Gurry has a very informative dissection of Wachtel’s chapter and other contributions to the Textual History volume in his more detailed monograph, A Critical Examination of the Coherence-Based Genealogical Method in New Testament Textual Criticism (Brill, 2017, see especially the third chapter,”Recovering the Initial Text”). And he comes close to addressing the issue that is nagging me:
“…the solution to the misunderstanding about the use of the term ‘initial text’ is to distinguish the meaning from the referent. The term means ‘that text from which the extant tradition descends,’ a definition which allows it to refer to any number of historical entities including the author’s original text, the archetype, or some editorialized text subsequent to both. The benefit of this understanding is that it may allow those with differing opinions about the referent to nevertheless agree on the editorial text itself.”

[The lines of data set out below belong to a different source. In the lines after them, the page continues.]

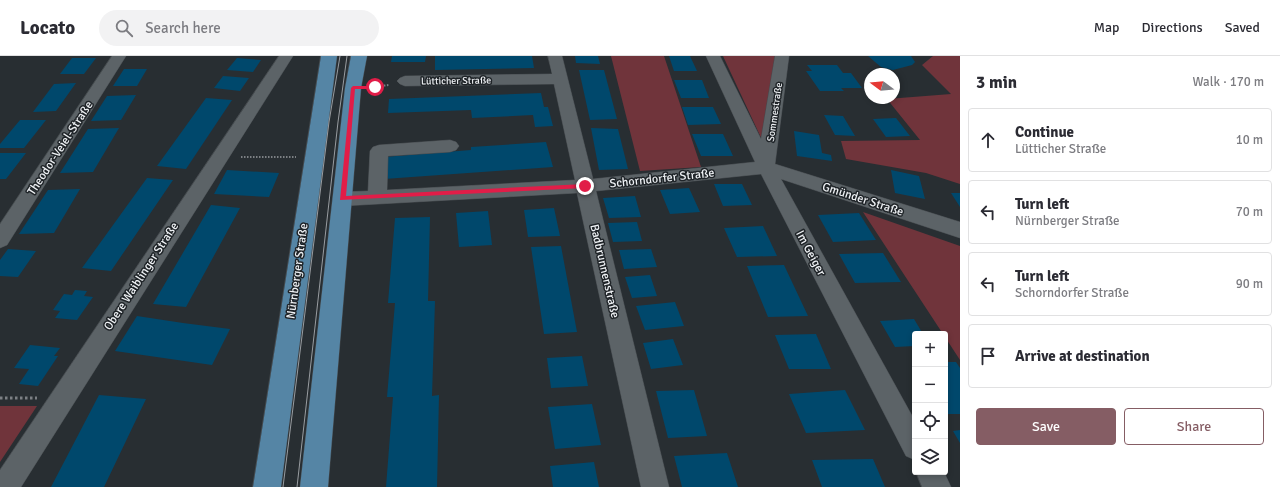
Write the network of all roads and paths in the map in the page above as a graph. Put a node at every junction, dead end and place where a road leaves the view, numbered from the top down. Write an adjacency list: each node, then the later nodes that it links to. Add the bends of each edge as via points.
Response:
1 (119, 56): 19 (street, Theodor-Veiel-Straße)
2 (359, 56): 10 (main road)
3 (555, 56): 8 (street, Badbrunnenstraße)
4 (713, 56): 14 (street, Im Geiger)
5 (782, 56): 14 (street, Sommestraße)
6 (327, 57): 25 (main road, Nürnberger Straße)
7 (286, 59): 12 (street, Obere Waiblinger Straße)
8 (559, 79): 9 (street, Lütticher Straße); 15 (street, Badbrunnenstraße)
9 (405, 81): 10 (path, Lütticher Straße)
10 (353, 88): 17 (main road)
11 (450, 146): 16 (street, via 379,151)
12 (220, 155): 13 (path); 24 (street, Obere Waiblinger Straße)
13 (290, 157)
14 (766, 167): 15 (street, Schorndorfer Straße); 18 (street, Gmünder Straße); 22 (street, Im Geiger)
15 (585, 186): 16 (street, Schorndorfer Straße); 27 (street, Badbrunnenstraße)
16 (377, 196): 17 (street, Schorndorfer Straße)
17 (342, 199): 26 (main road)
18 (960, 230)
19 (0, 240)
20 (0, 398): 21 (path)
21 (28, 398)
22 (912, 440)
23 (931, 475): 28 (street)
24 (5, 487)
25 (267, 487)
26 (314, 487)
27 (655, 487)
28 (937, 487)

I think I like this distinction, but I miss a definition of “tradition” in the sense that Gurry uses it here [[see Update below]], which seems different from the use of Wachtel, who refers to “the archetype of the tradition” in direct contrast to “the initial text.” For Gurry, it would seem that “tradition” also includes “traces of transmission predating the archetype.” But maybe I am missing something?
I wonder if it would be helpful to think in concrete terms: 2 Timothy. I think the earliest surviving material manuscript of 2 Timothy would be Sinaiticus (generally assigned to the fourth century), although I guess the earliest surviving immaterial text might be considered 1739, perhaps pushing things back to the time of Origen. Would the initial text of 2 Timothy that we could produce through the CBGM then be considered a text supposedly extant in the middle of the third century, with the exception of those passages cited in Clement of Alexandria, for which we could then say our initial text dates to closer to the end of the second or the beginning of the third century (on the assumption that our critical text of Clement is sound)?
Or am I misunderstanding something in the method?